**Task objective**.
Work through the entries below and show every line in which "dead" is found.

**Material provided**.
┏━━
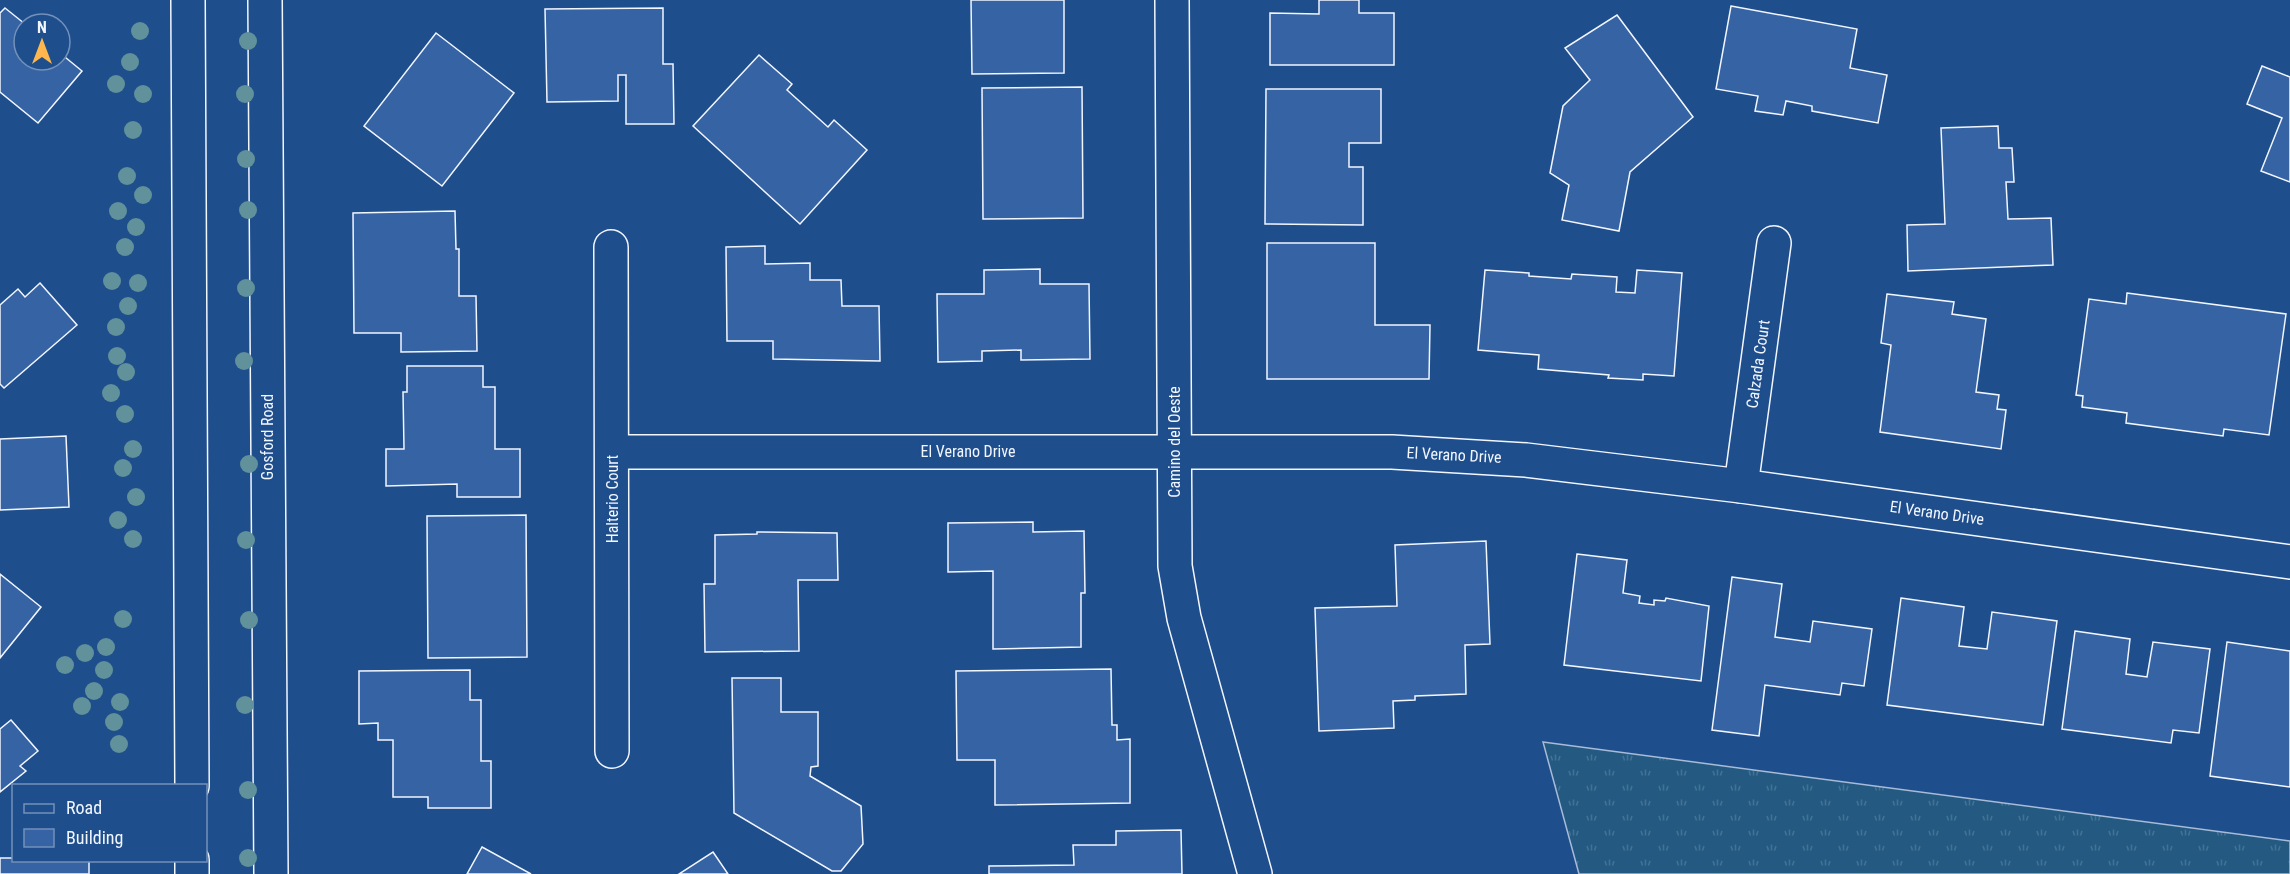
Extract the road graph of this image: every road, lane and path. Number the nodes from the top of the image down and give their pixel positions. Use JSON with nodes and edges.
{"nodes":[{"id":1,"x":188,"y":0,"type":"edge"},
{"id":2,"x":266,"y":0,"type":"edge"},
{"id":3,"x":1172,"y":0,"type":"edge"},
{"id":4,"x":1774,"y":243,"type":"dead end"},
{"id":5,"x":611,"y":247,"type":"dead end"},
{"id":6,"x":1173,"y":450,"type":"junction"},
{"id":7,"x":612,"y":452,"type":"junction"},
{"id":8,"x":1741,"y":486,"type":"junction"},
{"id":9,"x":2290,"y":562,"type":"edge"},
{"id":10,"x":612,"y":751,"type":"dead end"},
{"id":11,"x":192,"y":784,"type":"edge"},
{"id":12,"x":271,"y":874,"type":"edge"},
{"id":13,"x":1255,"y":874,"type":"edge"}],
"edges":[{"from":1,"to":11,"type":"street"},
{"from":2,"to":12,"type":"street","name":"Gosford Road"},
{"from":3,"to":6,"type":"street","name":"Camino del Oeste"},
{"from":4,"to":8,"type":"street","name":"Calzada Court"},
{"from":5,"to":7,"type":"street","name":"Halterio Court"},
{"from":6,"to":7,"type":"street","name":"El Verano Drive"},
{"from":6,"to":8,"type":"street","name":"El Verano Drive"},
{"from":6,"to":13,"type":"street","name":"Camino del Oeste"},
{"from":7,"to":10,"type":"street","name":"Halterio Court"},
{"from":8,"to":9,"type":"street","name":"El Verano Drive"}]}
┗━━
**Completed exercise**.
{"id":4,"x":1774,"y":243,"type":"dead end"},
{"id":5,"x":611,"y":247,"type":"dead end"},
{"id":10,"x":612,"y":751,"type":"dead end"},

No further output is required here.